AITA for Calling Out My Dad’s Wife for Feeding Him 7-Hour-Old Oatmeal Instead of the Fresh Food I Made?

A Redditor shared her frustration after her father’s wife fed him 7-hour-old oatmeal instead of the fresh Puerto Rican food she prepared for him. Her 83-year-old father recently underwent surgery and has been craving the rice and beans she made, but his wife ignored this and chose to serve him the old oatmeal.

The Redditor called out her father’s wife and even checked with the nurse about the food situation. Now, she’s wondering if she overreacted. Read her story below.

‘ AITA for Calling Out My Dad’s Wife for Feeding Him 7-Hour-Old Oatmeal Instead of the Fresh Food I Made?’

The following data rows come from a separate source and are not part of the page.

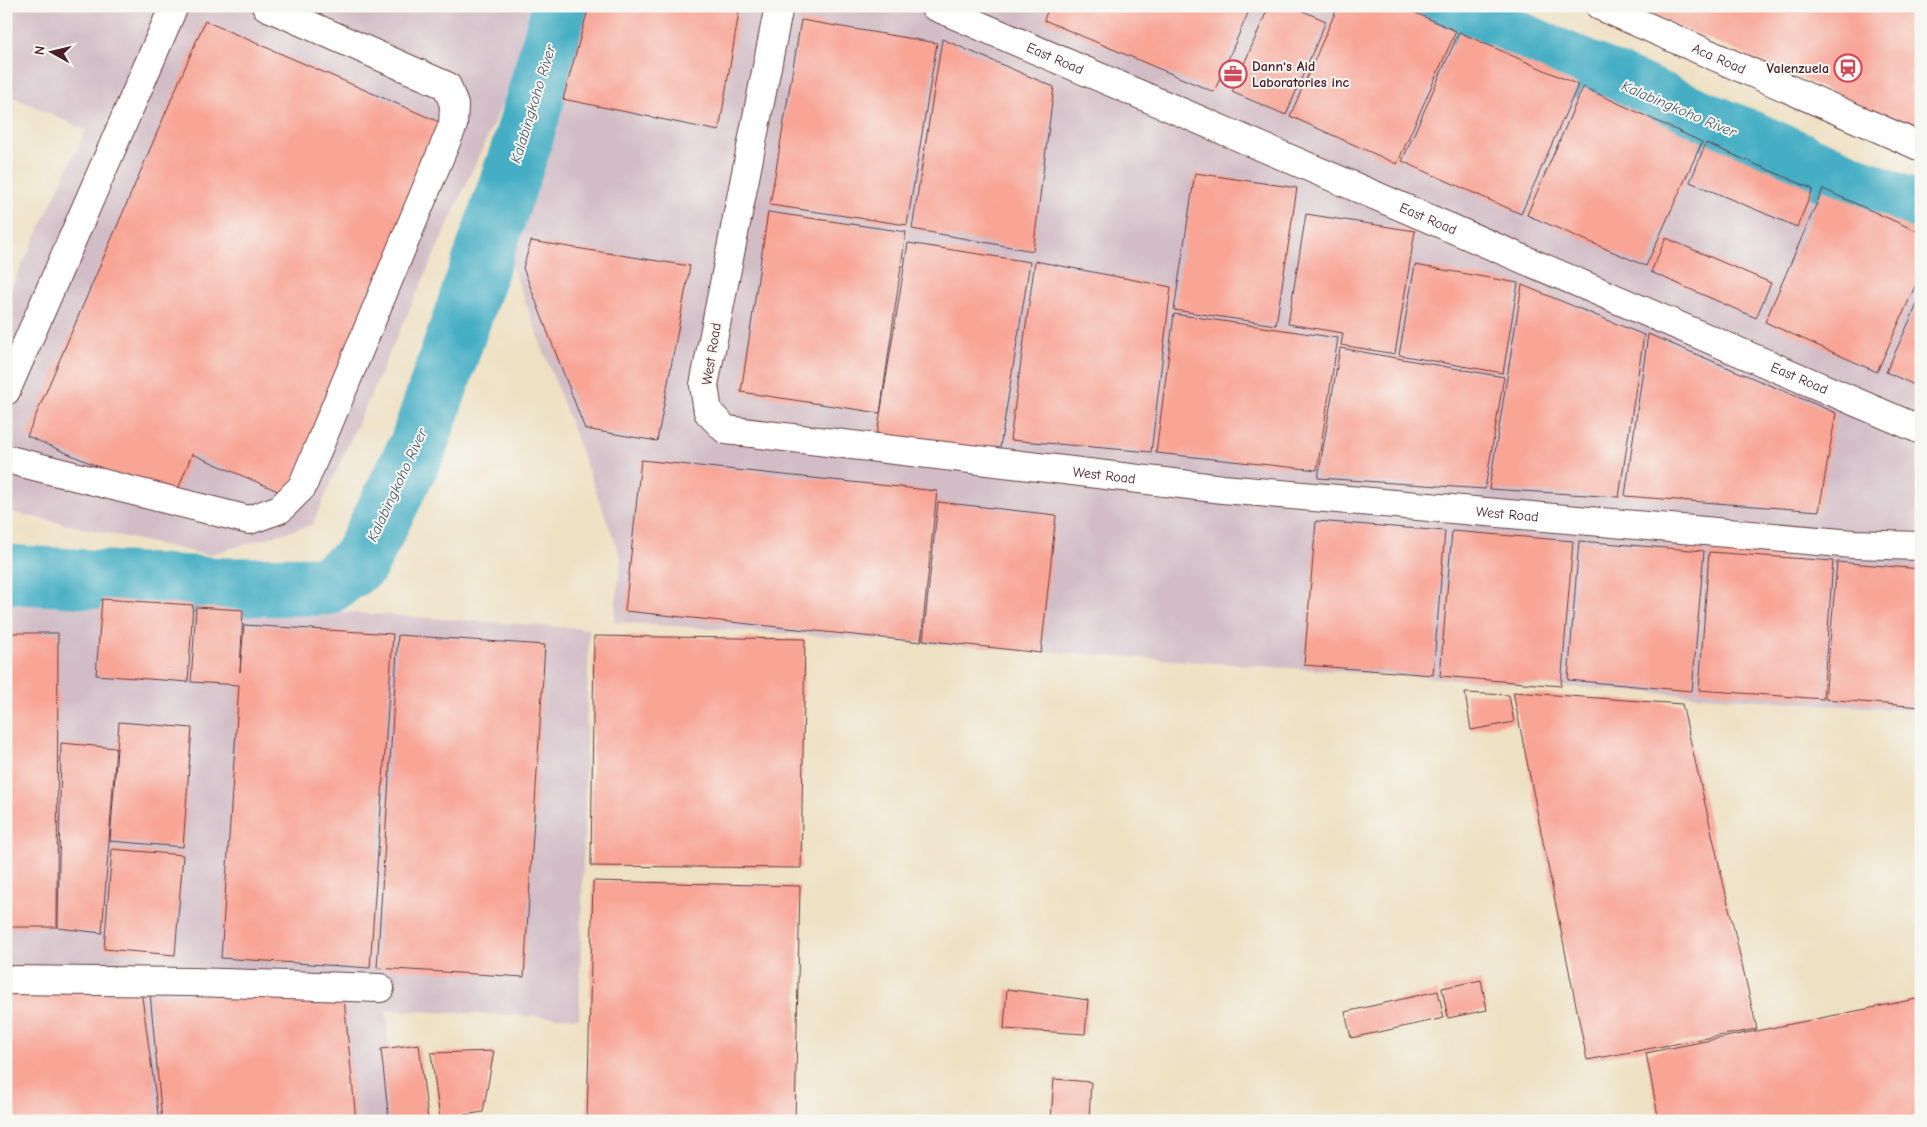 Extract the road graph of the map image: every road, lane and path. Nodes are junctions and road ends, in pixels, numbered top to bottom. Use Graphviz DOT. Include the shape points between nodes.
graph roads {
  1 [pos="174,6"];
  2 [pos="266,6"];
  3 [pos="779,6"];
  4 [pos="934,6"];
  5 [pos="1600,6"];
  6 [pos="1921,148"];
  7 [pos="6,391"];
  8 [pos="1921,430"];
  9 [pos="6,458"];
  10 [pos="1921,546"];
  11 [pos="6,980"];
  12 [pos="380,988"];
  1 -- 7 [label="street"];
  2 -- 9 [label="street" via="447,86 454,105 453,125 302,487 280,509 249,520"];
  3 -- 10 [label="street, West Road" via="704,385 708,412 726,430 1223,489 1843,543"];
  4 -- 8 [label="street, East Road"];
  5 -- 6 [label="street, Aca Road"];
  11 -- 12 [label="street"];
}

I am a 55F. My Dad (83 M) had surgery last week to remove a cancerous tumor in his digestive tract.. My Mom passed away 17 years ago and he married a younger woman who I have never been a fan of (feeling is definitely mutual)but I tolerate in order to have a relationship with my Dad.

Since his surgery a week ago all he’s asked for is rice & beans – he’s 100% Irish but having been married 38 years to my Mom who was 100% Puerto Rican he absolutely LOVES Puerto Rican food.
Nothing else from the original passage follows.